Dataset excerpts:
- - -

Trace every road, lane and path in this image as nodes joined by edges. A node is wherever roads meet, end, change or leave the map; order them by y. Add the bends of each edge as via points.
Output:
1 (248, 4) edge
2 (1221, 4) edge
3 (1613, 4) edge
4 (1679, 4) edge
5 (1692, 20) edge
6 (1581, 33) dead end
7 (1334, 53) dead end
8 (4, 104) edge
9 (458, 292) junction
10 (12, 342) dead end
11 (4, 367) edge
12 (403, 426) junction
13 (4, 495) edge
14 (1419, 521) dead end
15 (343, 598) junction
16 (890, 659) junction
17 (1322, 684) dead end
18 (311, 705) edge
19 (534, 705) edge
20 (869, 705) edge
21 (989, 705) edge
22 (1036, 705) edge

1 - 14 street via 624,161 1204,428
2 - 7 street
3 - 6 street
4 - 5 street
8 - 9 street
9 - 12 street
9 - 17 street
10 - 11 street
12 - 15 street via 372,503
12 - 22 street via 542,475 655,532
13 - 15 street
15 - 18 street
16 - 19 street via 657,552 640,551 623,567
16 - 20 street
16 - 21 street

- - -

Could you output every record above exactly as written?

> [ANSWER]
Trace every road, lane and path in this image as nodes joined by edges. A node is wherever roads meet, end, change or leave the map; order them by y. Add the bends of each edge as via points.
Output:
1 (248, 4) edge
2 (1221, 4) edge
3 (1613, 4) edge
4 (1679, 4) edge
5 (1692, 20) edge
6 (1581, 33) dead end
7 (1334, 53) dead end
8 (4, 104) edge
9 (458, 292) junction
10 (12, 342) dead end
11 (4, 367) edge
12 (403, 426) junction
13 (4, 495) edge
14 (1419, 521) dead end
15 (343, 598) junction
16 (890, 659) junction
17 (1322, 684) dead end
18 (311, 705) edge
19 (534, 705) edge
20 (869, 705) edge
21 (989, 705) edge
22 (1036, 705) edge

1 - 14 street via 624,161 1204,428
2 - 7 street
3 - 6 street
4 - 5 street
8 - 9 street
9 - 12 street
9 - 17 street
10 - 11 street
12 - 15 street via 372,503
12 - 22 street via 542,475 655,532
13 - 15 street
15 - 18 street
16 - 19 street via 657,552 640,551 623,567
16 - 20 street
16 - 21 street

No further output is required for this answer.